WHAT THE EXERCISE ASKS — In the entries that follow, find the word "graph" and report each line it is on.

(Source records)
=-=-=-=-=

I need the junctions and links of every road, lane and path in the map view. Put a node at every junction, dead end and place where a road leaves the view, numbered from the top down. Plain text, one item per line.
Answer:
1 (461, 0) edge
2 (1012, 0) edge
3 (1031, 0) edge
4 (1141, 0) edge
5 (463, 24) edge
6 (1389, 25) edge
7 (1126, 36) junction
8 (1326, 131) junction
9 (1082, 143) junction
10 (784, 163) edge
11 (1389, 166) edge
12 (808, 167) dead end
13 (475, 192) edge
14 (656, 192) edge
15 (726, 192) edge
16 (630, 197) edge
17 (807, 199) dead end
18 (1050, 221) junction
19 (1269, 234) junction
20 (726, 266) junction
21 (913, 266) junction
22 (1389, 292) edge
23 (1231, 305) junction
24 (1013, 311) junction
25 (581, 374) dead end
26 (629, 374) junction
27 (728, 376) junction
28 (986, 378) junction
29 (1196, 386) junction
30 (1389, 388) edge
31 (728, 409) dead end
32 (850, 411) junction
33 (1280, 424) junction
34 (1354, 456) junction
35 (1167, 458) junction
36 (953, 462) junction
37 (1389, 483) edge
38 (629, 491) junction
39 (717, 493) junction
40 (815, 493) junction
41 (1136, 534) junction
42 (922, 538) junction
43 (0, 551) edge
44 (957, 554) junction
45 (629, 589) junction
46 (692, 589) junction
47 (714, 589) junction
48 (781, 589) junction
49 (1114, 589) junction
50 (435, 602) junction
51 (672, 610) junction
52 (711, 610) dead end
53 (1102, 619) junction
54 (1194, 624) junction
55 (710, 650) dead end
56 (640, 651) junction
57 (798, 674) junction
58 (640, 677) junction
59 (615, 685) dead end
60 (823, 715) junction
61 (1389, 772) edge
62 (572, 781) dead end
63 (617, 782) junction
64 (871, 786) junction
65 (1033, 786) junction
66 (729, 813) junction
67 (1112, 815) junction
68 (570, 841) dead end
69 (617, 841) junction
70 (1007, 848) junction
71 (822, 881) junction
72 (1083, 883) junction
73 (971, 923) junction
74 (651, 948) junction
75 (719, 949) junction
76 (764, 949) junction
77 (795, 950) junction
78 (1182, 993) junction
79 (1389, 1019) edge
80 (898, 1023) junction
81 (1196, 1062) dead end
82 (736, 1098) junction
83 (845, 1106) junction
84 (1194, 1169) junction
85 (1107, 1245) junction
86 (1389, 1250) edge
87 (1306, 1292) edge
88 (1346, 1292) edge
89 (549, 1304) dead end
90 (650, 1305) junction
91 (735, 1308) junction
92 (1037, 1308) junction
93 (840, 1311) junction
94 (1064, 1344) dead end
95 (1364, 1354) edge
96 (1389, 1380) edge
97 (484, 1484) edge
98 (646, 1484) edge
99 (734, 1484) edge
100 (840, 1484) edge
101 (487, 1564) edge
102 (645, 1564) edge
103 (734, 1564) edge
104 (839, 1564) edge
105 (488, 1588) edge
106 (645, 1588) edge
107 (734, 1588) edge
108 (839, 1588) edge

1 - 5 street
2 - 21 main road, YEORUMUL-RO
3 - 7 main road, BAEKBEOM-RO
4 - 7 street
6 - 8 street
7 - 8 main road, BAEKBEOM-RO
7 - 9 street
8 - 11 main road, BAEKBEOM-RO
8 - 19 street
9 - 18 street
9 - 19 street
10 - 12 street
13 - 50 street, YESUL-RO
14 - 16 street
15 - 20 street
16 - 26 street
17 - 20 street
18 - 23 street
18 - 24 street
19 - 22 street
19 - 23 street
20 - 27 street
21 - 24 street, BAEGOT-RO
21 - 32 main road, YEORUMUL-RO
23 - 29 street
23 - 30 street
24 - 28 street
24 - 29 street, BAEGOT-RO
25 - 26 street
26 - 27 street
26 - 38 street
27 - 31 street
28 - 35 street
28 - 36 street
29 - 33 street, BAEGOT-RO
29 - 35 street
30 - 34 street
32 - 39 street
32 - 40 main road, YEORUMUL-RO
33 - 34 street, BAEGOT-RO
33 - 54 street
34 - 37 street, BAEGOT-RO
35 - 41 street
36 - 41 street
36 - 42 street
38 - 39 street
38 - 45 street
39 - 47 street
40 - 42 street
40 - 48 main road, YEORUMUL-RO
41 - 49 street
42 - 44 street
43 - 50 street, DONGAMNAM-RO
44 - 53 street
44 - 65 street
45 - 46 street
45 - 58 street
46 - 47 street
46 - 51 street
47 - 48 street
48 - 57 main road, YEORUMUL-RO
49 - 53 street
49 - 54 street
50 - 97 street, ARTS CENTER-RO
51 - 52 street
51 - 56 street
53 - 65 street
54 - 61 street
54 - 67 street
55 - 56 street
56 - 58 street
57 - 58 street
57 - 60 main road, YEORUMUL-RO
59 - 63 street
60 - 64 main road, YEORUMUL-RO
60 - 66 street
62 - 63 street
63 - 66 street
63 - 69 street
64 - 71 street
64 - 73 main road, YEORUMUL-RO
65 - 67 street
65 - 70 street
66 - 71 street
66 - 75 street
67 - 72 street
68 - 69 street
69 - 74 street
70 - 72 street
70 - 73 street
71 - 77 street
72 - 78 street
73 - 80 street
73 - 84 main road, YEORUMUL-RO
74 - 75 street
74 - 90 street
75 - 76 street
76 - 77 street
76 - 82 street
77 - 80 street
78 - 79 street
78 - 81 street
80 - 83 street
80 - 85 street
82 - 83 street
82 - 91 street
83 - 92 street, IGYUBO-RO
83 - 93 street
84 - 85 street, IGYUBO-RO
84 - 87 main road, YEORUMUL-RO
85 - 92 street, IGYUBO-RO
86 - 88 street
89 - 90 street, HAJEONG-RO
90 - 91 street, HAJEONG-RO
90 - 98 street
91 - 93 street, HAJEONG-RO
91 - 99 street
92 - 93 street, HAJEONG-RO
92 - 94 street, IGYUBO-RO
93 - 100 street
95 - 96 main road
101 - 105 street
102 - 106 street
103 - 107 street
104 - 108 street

=-=-=-=-=

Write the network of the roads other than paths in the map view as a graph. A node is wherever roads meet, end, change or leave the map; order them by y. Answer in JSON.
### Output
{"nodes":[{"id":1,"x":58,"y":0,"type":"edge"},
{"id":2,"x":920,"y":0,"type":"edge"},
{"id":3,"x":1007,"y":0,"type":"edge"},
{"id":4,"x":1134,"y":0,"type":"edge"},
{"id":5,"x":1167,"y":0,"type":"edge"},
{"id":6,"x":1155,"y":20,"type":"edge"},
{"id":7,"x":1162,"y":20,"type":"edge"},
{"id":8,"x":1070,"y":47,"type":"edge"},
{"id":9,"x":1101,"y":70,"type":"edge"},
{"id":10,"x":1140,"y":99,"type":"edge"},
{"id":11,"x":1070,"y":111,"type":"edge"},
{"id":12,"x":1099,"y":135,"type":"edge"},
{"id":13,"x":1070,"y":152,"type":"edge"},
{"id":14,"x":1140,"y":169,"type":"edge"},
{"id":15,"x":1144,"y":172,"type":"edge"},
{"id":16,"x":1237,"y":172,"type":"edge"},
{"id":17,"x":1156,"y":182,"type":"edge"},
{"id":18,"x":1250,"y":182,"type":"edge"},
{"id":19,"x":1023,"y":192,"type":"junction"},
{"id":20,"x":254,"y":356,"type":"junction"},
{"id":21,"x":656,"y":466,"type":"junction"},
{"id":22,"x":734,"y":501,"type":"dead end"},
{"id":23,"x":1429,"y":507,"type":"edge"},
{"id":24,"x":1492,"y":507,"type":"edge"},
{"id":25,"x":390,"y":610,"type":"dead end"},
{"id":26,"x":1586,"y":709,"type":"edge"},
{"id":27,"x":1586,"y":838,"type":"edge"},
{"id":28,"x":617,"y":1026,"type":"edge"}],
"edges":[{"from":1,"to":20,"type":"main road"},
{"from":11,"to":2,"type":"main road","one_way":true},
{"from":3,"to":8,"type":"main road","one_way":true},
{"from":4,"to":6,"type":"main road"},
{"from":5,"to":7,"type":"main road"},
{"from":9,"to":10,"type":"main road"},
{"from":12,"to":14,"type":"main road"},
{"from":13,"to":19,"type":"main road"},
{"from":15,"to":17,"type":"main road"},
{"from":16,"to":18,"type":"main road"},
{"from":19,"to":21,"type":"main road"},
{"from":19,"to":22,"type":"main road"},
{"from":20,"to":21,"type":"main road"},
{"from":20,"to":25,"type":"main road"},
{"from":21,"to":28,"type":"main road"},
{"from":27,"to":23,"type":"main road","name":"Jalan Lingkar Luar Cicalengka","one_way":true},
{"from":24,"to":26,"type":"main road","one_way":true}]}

=-=-=-=-=

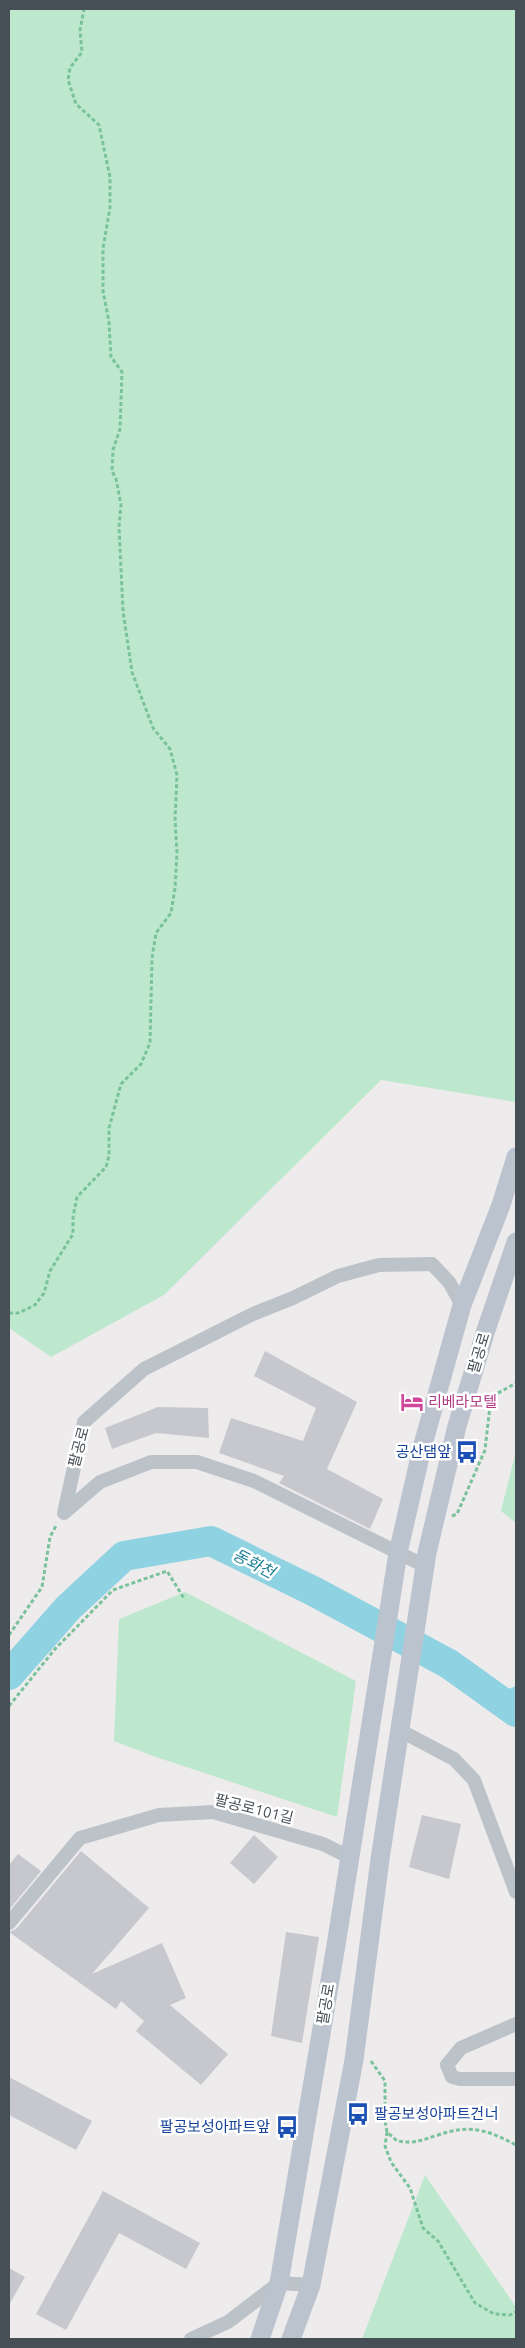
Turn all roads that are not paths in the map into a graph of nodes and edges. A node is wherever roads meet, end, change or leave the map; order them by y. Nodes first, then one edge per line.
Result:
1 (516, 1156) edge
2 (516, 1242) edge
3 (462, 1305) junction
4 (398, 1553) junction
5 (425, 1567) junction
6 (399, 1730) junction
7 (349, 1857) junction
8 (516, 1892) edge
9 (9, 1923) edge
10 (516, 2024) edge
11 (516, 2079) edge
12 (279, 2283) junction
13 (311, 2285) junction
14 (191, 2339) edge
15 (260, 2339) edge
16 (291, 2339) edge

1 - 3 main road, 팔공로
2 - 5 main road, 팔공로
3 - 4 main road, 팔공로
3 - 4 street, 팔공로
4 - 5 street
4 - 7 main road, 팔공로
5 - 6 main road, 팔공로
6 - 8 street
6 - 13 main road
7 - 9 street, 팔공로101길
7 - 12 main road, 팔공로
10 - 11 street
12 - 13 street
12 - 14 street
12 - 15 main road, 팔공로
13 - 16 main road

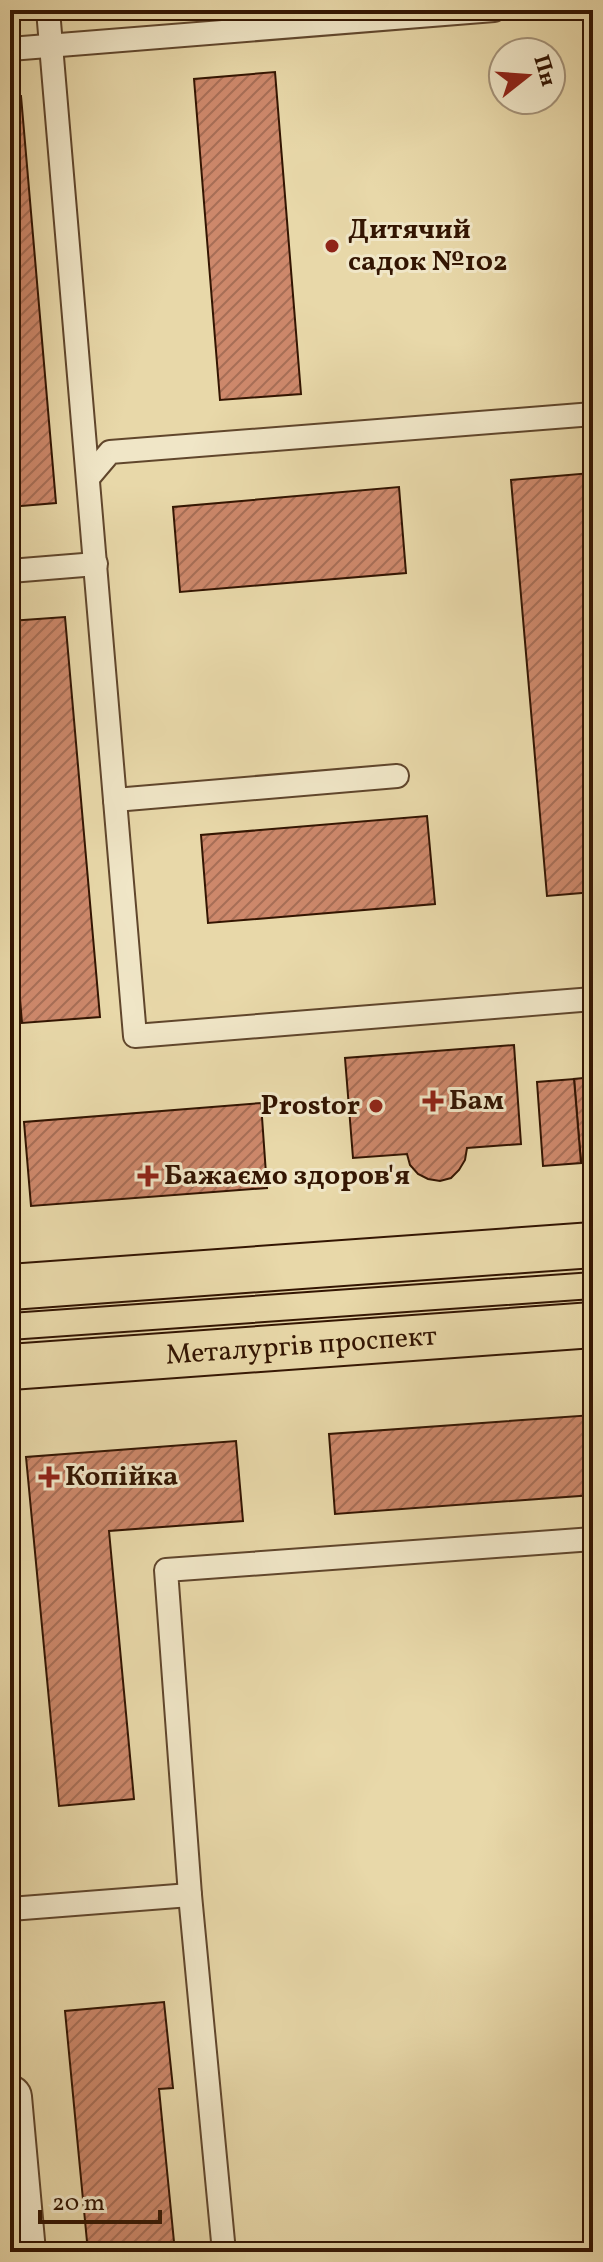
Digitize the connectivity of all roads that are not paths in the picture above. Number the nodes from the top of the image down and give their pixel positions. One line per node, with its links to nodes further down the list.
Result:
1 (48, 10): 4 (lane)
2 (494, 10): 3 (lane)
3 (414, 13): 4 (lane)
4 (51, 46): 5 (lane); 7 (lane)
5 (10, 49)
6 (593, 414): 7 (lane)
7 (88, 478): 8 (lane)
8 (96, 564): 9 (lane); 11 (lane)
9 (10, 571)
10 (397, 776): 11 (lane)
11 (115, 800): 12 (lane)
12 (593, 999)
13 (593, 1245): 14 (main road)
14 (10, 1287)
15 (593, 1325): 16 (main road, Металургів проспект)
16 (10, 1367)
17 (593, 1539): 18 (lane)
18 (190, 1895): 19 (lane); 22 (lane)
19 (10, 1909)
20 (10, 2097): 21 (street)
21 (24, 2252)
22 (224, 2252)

=-=-=-=-=

RESPONSE FOR THIS EXERCISE —
Write the network of the roads other than paths in the map view as a graph. A node is wherever roads meet, end, change or leave the map; order them by y. Answer in JSON.
Turn all roads that are not paths in the map into a graph of nodes and edges. A node is wherever roads meet, end, change or leave the map; order them by y. Nodes first, then one edge per line.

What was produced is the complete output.